• _Problem statement_
Each entry below must be given again word for word, with no pictures.

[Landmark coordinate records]
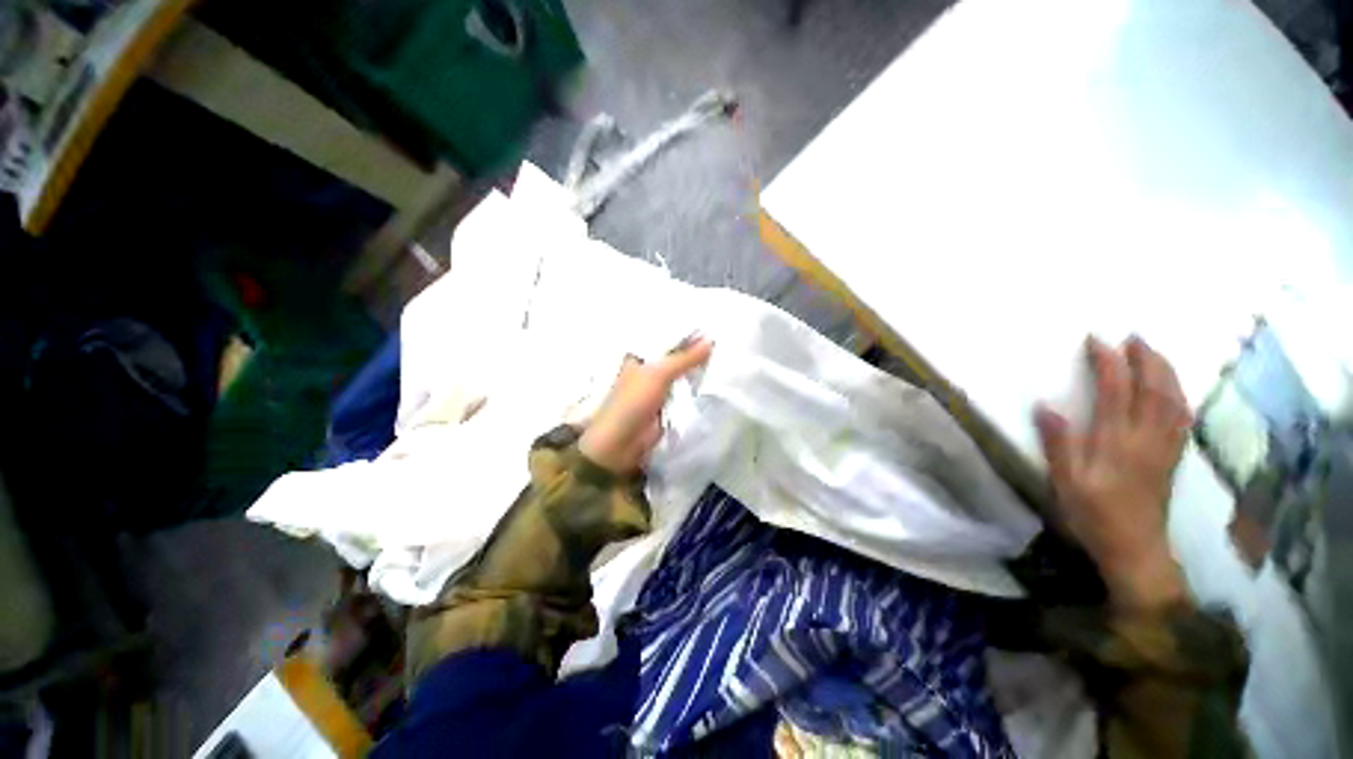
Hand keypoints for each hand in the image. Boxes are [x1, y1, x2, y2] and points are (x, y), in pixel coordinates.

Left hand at [579, 336, 714, 474]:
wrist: (622, 443)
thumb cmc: (633, 401)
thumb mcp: (658, 374)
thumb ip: (684, 358)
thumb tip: (711, 339)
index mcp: (640, 355)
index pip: (665, 336)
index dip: (685, 331)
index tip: (711, 324)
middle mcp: (649, 368)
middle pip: (676, 355)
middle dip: (695, 350)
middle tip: (724, 340)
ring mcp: (659, 388)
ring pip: (682, 373)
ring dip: (698, 368)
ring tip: (725, 355)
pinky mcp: (667, 405)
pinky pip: (685, 391)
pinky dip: (697, 386)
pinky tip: (716, 379)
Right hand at [1035, 336, 1192, 610]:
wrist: (1136, 549)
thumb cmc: (1094, 515)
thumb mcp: (1066, 483)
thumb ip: (1058, 444)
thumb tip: (1044, 407)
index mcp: (1117, 442)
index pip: (1116, 391)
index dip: (1109, 363)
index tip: (1097, 341)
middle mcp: (1146, 438)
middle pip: (1154, 390)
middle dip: (1146, 359)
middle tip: (1134, 337)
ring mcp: (1164, 447)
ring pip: (1173, 400)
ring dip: (1166, 372)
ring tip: (1154, 355)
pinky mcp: (1172, 458)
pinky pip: (1182, 418)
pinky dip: (1178, 396)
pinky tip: (1173, 391)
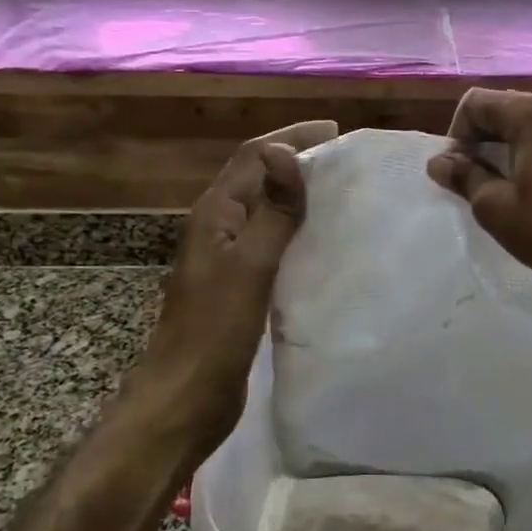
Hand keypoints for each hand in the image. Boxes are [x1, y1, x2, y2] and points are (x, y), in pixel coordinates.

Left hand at [139, 119, 338, 447]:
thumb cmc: (215, 331)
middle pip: (258, 179)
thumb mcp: (250, 266)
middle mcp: (219, 229)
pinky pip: (272, 245)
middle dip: (296, 162)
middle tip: (345, 161)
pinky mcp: (240, 287)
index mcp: (215, 215)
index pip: (253, 157)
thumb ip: (271, 211)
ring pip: (266, 213)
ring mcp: (228, 259)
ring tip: (342, 194)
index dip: (291, 138)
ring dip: (298, 197)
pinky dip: (297, 233)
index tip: (335, 132)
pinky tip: (324, 243)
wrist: (186, 399)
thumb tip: (284, 150)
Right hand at [427, 89, 531, 330]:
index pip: (478, 101)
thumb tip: (439, 162)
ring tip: (513, 184)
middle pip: (511, 107)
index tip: (458, 168)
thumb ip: (463, 175)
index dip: (458, 132)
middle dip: (487, 137)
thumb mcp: (493, 206)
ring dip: (518, 146)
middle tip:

• _Solution to this exercise_
Hand keypoints for each hand in the image. Boxes are [x1, y1, x2, y2] and points are (x, y), in pixel coordinates.

Left hand at [579, 336, 714, 474]:
wrist: (622, 443)
thumb cmc: (633, 401)
thumb mcp: (658, 374)
thumb ip: (684, 358)
thumb tip: (711, 339)
index mcp: (640, 355)
index pip: (665, 336)
index dip: (685, 331)
index tip: (711, 324)
middle mcp: (649, 368)
middle pip: (676, 355)
middle dip: (695, 350)
middle tip: (724, 340)
ring mcp: (659, 388)
ring pip: (682, 373)
ring dip: (698, 368)
ring tip: (725, 355)
pinky mcp: (667, 405)
pinky pip: (685, 391)
pinky dip: (697, 386)
pinky tip: (716, 379)
Right hand at [1035, 336, 1192, 610]:
wrist: (1136, 549)
thumb cmc: (1094, 515)
thumb mcp: (1066, 483)
thumb ip: (1058, 444)
thumb tip: (1044, 407)
index mcp: (1117, 442)
index pip: (1116, 391)
index dip: (1109, 363)
index tip: (1097, 341)
middle mcp: (1146, 438)
middle pip: (1154, 390)
middle dip: (1146, 359)
middle tip: (1134, 337)
ring mcp: (1164, 447)
ring pip: (1173, 400)
ring dip: (1166, 372)
ring tip: (1154, 355)
pinky mcp: (1172, 458)
pinky pip: (1182, 418)
pinky dip: (1178, 396)
pinky tip: (1173, 391)
Hand keypoints for each hand in the image. Boxes are [x1, y1, x2, y2] and points are (x, y), in pixel coordinates.

Left hand at [139, 119, 338, 447]:
thumb cmc: (215, 331)
middle pip: (258, 179)
thumb mcp: (250, 266)
middle mcp: (219, 229)
pinky pip: (272, 245)
middle dip: (296, 162)
middle tip: (345, 161)
pinky mcp: (240, 287)
index mcp: (215, 215)
index pip: (253, 157)
thumb ip: (271, 211)
ring pip: (266, 213)
ring mcp: (228, 259)
ring tip: (342, 194)
index dip: (291, 138)
ring dip: (298, 197)
pinky dip: (297, 233)
index tip: (335, 132)
pinky tip: (324, 243)
wrist: (186, 399)
thumb tip: (284, 150)
Right hand at [427, 89, 531, 330]:
index pip: (478, 101)
thumb tip: (439, 162)
ring tip: (513, 184)
middle pip: (511, 107)
index tip: (458, 168)
thumb ip: (463, 175)
index dip: (458, 132)
middle dip: (487, 137)
thumb mcp: (493, 206)
ring dip: (518, 146)
middle tip:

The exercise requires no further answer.